San Juan Basin Public Health (SJBPH) issued a Face-Covering Advisory for La Plata and Archuleta counties, effective Saturday, April 11, as an important step to slow the spread of the disease caused by the novel (new) coronavirus (COVID-19).
SJBPH and its partners have taken strong measures to slow the spread of COVID-19, but despite these efforts, there continues to be community transmission within Archuleta and La Plata counties. Without a vaccine or treatment, additional social distancing measures are necessary.
Recent information has indicated that covering your nose and mouth can slow the spread of COVID-19 because:
- Individuals can be contagious before the onset of symptoms. You may be contagious and do not know it. If you have covered your nose and mouth, it can limit the spread of COVID-19.
- We touch our face less when our face is covered. Touching your face after touching something contaminated with COVID-19 increases your chances of getting sick with the virus.
The face covering advisory is particularly important for essential workers such as grocery and restaurant employees when they are regularly interacting with the public.
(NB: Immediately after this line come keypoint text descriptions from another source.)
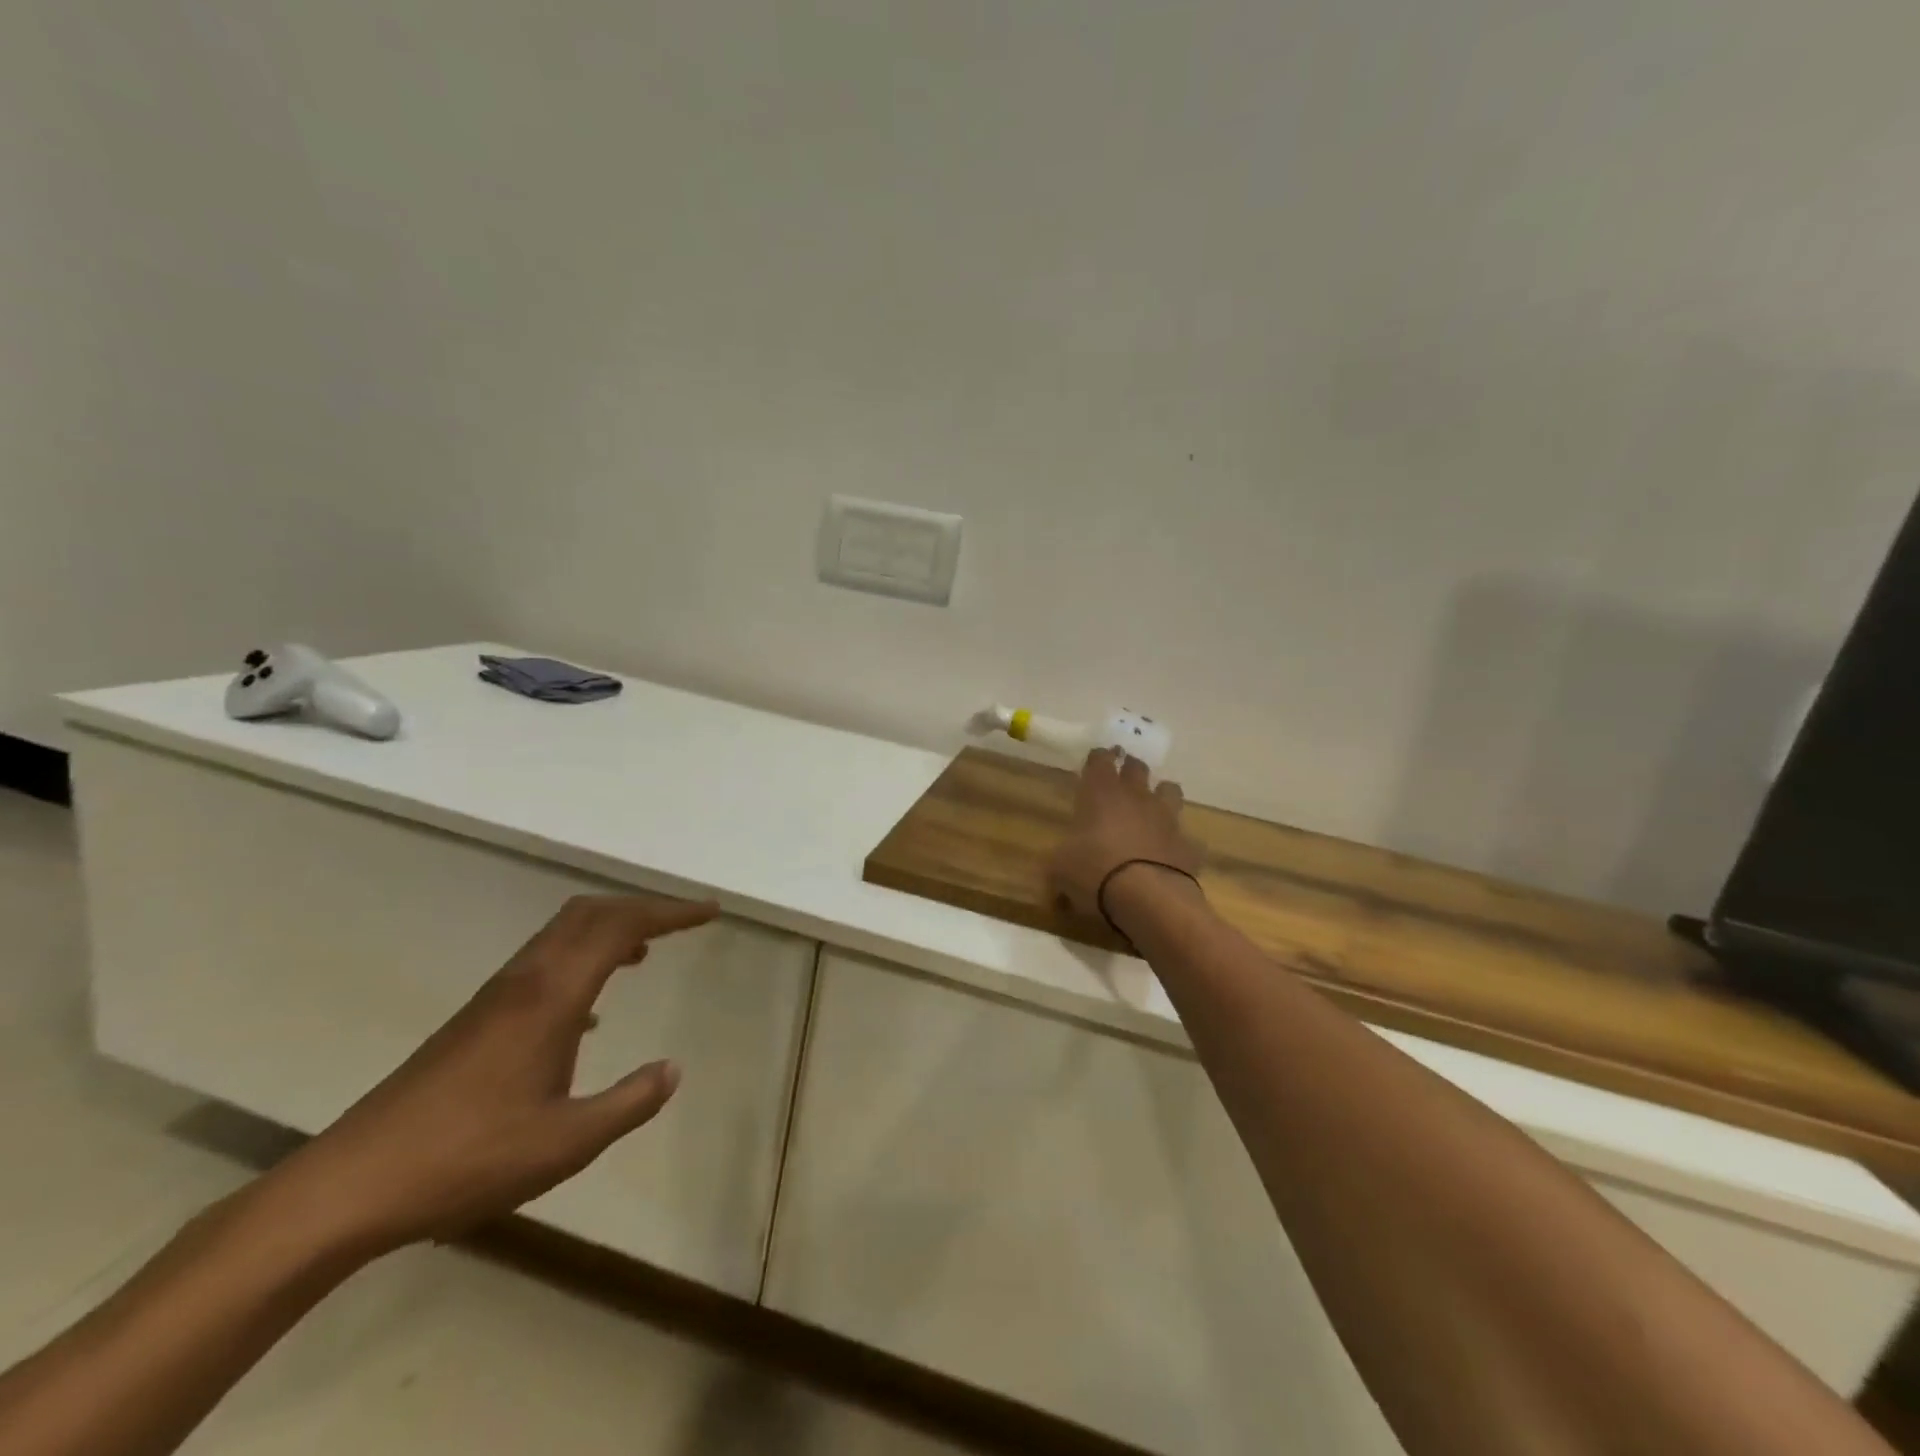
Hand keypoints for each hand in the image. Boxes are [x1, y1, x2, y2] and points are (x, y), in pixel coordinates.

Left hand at [268, 893, 719, 1257]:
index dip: (670, 912)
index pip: (621, 927)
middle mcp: (525, 981)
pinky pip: (544, 963)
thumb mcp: (566, 1143)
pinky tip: (591, 1013)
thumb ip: (630, 1103)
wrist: (352, 1186)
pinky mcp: (477, 1019)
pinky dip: (582, 960)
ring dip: (610, 929)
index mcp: (552, 997)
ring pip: (562, 934)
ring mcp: (497, 997)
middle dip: (642, 907)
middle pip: (590, 913)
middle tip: (684, 921)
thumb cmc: (467, 1160)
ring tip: (647, 951)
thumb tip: (673, 1070)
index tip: (709, 911)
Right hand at [1049, 748, 1203, 928]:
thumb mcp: (1058, 869)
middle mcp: (1136, 797)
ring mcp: (1166, 818)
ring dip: (1160, 795)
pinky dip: (1175, 842)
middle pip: (1137, 767)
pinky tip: (1167, 854)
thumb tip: (1056, 869)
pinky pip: (1184, 836)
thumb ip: (1058, 860)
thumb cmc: (1094, 872)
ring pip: (1169, 790)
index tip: (1095, 762)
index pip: (1100, 759)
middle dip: (1129, 769)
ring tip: (1150, 810)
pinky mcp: (1187, 844)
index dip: (1098, 759)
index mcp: (1101, 793)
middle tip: (1122, 778)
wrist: (1148, 898)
The advisory also applies to anyone who leaves their home to meet essential needs.
Information on how to make face coverings and properly care for them can be found at the CDC website. For the most up to date information on how to take precautions against the spread of COVID-19, visit SJBPH’s website.
EDITOR’S NOTE: The CDC website mentioned above provides three examples of useful, homemade face masks. The following video, from Good Housekeeping, demonstrates similar techniques.
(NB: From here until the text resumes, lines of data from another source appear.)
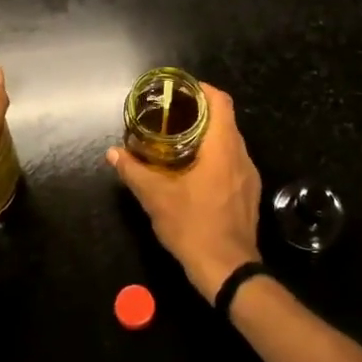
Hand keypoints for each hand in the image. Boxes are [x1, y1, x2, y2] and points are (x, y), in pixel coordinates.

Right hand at [106, 83, 261, 301]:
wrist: (228, 271)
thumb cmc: (193, 226)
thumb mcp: (156, 197)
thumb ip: (133, 171)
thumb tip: (113, 153)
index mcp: (223, 148)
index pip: (220, 102)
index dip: (201, 89)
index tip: (180, 90)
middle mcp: (241, 156)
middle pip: (225, 121)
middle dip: (199, 113)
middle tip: (171, 115)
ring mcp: (249, 177)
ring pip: (230, 143)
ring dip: (207, 137)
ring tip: (178, 141)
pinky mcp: (249, 194)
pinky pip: (233, 163)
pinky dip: (215, 157)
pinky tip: (194, 171)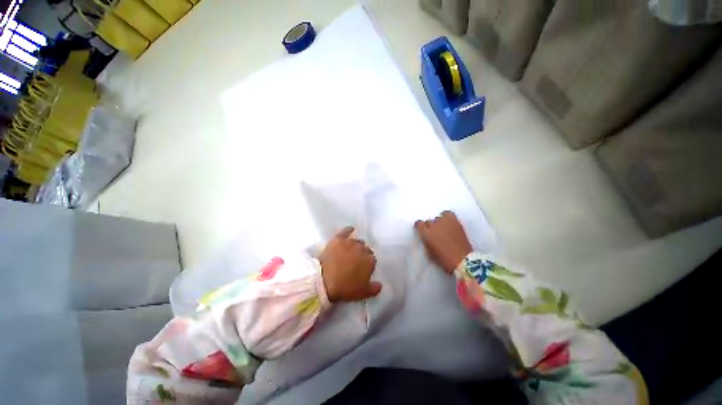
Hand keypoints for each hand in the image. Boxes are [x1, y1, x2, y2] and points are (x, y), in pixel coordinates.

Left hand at [320, 227, 381, 302]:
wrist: (324, 281)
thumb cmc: (345, 288)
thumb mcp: (362, 293)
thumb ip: (374, 288)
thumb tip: (380, 284)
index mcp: (370, 261)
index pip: (372, 260)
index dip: (367, 265)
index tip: (362, 269)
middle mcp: (362, 249)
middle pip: (365, 249)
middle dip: (362, 254)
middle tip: (355, 262)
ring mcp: (350, 242)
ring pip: (356, 241)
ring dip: (356, 245)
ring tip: (350, 251)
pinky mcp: (338, 239)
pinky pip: (345, 231)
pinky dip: (349, 230)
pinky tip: (351, 229)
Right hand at [415, 211, 472, 273]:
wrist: (464, 261)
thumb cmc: (444, 260)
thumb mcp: (430, 253)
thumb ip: (426, 242)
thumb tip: (426, 237)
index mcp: (426, 234)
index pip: (419, 223)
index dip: (420, 227)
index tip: (422, 230)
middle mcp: (434, 225)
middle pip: (429, 221)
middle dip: (430, 227)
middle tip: (435, 233)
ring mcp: (444, 222)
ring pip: (438, 218)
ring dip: (438, 223)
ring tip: (442, 228)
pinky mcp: (455, 221)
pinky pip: (448, 213)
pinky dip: (446, 216)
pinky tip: (448, 222)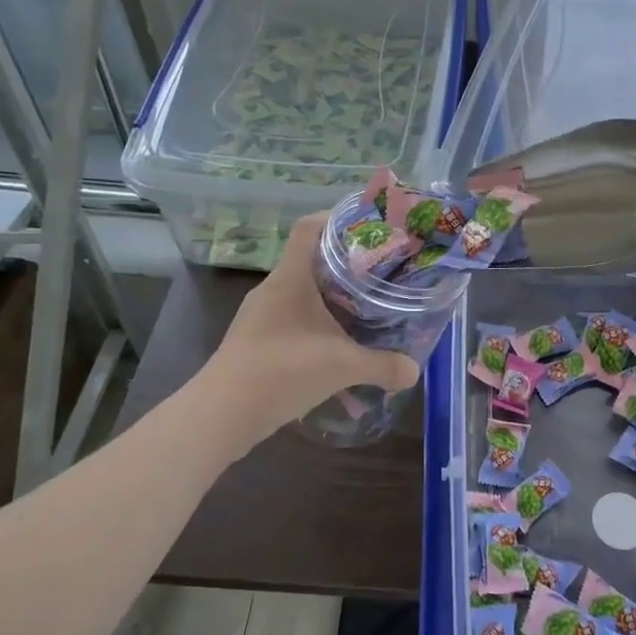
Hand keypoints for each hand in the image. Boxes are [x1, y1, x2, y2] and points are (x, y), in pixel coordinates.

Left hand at [203, 214, 420, 435]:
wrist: (221, 415)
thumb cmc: (282, 371)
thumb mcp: (342, 366)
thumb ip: (382, 366)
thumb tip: (414, 371)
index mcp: (290, 278)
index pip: (309, 228)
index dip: (336, 219)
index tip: (368, 227)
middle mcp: (272, 290)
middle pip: (309, 261)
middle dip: (345, 266)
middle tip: (378, 274)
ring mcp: (260, 317)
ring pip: (301, 295)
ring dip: (330, 300)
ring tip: (363, 310)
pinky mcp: (254, 342)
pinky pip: (291, 322)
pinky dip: (315, 328)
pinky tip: (335, 350)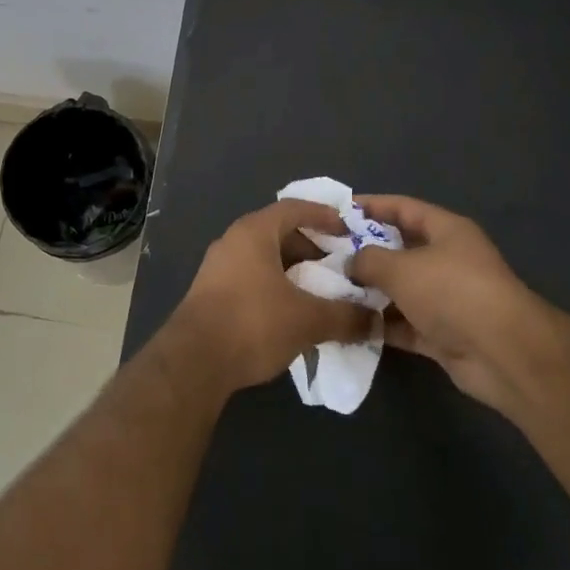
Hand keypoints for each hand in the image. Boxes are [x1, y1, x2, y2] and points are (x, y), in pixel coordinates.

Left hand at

If you do a thorough Google search on the benefits of wearing a face mask, you will find a curious distinction between the official advice disseminated in early March, and the advice now being dispensed in early April.
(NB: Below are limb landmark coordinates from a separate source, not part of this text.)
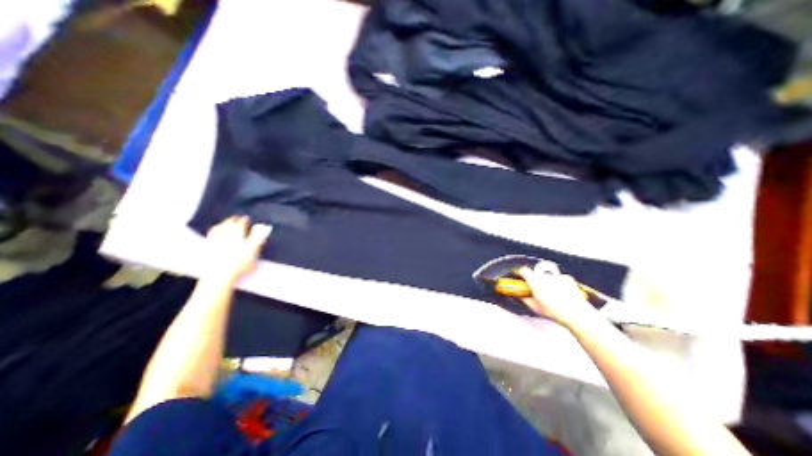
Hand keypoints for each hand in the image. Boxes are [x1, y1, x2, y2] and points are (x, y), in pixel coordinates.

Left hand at [202, 214, 270, 284]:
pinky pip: (210, 235)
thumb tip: (263, 229)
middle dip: (233, 220)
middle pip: (228, 224)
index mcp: (237, 235)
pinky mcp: (207, 247)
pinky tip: (214, 232)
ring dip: (223, 223)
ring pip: (219, 228)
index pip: (241, 224)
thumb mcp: (253, 252)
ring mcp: (215, 241)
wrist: (219, 276)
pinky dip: (214, 231)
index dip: (244, 220)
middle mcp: (224, 235)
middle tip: (236, 217)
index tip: (246, 218)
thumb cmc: (240, 264)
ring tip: (225, 222)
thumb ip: (258, 239)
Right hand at [516, 262, 598, 329]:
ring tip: (550, 291)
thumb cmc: (556, 312)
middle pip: (535, 273)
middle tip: (535, 287)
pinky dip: (558, 282)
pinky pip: (559, 277)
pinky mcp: (567, 278)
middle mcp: (544, 275)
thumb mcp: (535, 308)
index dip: (519, 272)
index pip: (523, 270)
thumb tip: (520, 296)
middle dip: (533, 278)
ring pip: (547, 275)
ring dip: (546, 281)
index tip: (518, 275)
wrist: (577, 314)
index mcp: (535, 281)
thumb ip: (525, 299)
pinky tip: (561, 291)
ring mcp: (557, 276)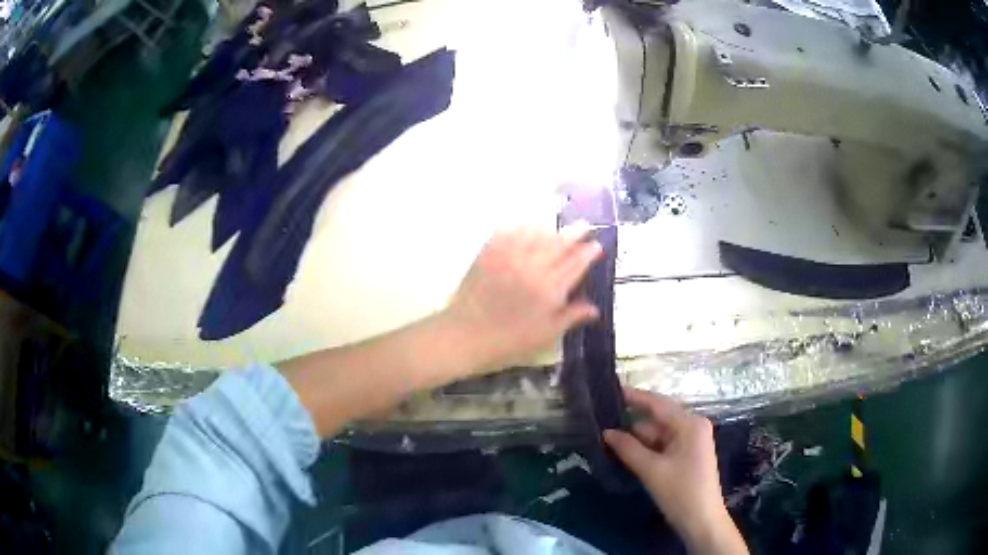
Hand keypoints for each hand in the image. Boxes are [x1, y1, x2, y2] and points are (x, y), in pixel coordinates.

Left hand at [444, 227, 602, 374]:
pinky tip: (527, 227)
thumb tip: (595, 309)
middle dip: (575, 233)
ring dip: (551, 228)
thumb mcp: (546, 335)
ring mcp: (510, 257)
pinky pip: (509, 232)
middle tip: (586, 225)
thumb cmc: (509, 341)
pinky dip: (522, 227)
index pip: (576, 264)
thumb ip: (571, 317)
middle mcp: (533, 267)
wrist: (466, 336)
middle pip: (559, 243)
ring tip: (558, 229)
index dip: (588, 253)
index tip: (597, 245)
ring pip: (536, 233)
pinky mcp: (489, 253)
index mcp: (550, 289)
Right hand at [604, 390, 747, 554]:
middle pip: (658, 418)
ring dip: (636, 437)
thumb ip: (628, 448)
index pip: (658, 403)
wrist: (702, 521)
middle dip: (631, 421)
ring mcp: (691, 441)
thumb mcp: (651, 470)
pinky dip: (646, 448)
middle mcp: (693, 427)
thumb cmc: (680, 492)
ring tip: (606, 435)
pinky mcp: (687, 455)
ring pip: (658, 433)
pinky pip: (663, 445)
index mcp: (690, 424)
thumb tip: (606, 432)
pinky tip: (624, 451)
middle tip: (601, 418)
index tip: (610, 388)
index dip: (634, 397)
On February 29, the New York Times quoted the US Surgeon General, Dr. Jerome Adams, telling people to stop purchasing commercially produced masks. From that article:
“Seriously people — STOP BUYING MASKS!” the surgeon general, Jerome M. Adams, said in a tweet on Saturday morning. “They are NOT effective in preventing general public from catching #Coronavirus, but if health care providers can’t get them to care for sick patients, it puts them and our communities at risk!”
Air can also get in around the edges of the masks, particularly flat surgical masks. Health care workers who wear N95 masks as part of their jobs are required to undergo a fit test at least once a year to ensure that there are no gaps around their mouths.
Most people are unlikely to know how to wear these masks and could accidentally contaminate themselves if they touch the outside of the mask when they remove it and then touch their face.
On April 3, the Centers for Disease Control (CDC) issued contrasting advice, aimed not at protecting the mask-wearer per se, but rather, aimed at reducing the virus spread by people who are asymptomatic or pre-symptomatic:
CDC continues to study the spread and effects of the novel coronavirus across the United States. We now know from recent studies that a significant portion of individuals with coronavirus lack symptoms (‘asymptomatic’) and that even those who eventually develop symptoms (‘pre-symptomatic’) can transmit the virus to others before showing symptoms. This means that the virus can spread between people interacting in close proximity — for example, speaking, coughing, or sneezing — even if those people are not exhibiting symptoms. In light of this new evidence, CDC recommends wearing cloth face coverings in public settings where other social distancing measures are difficult to maintain (e.g., grocery stores and pharmacies) especially in areas of significant community-based transmission.
As with so many actions we’re taking in April 2020, the decision to wear a mask appears to be a roll of the dice.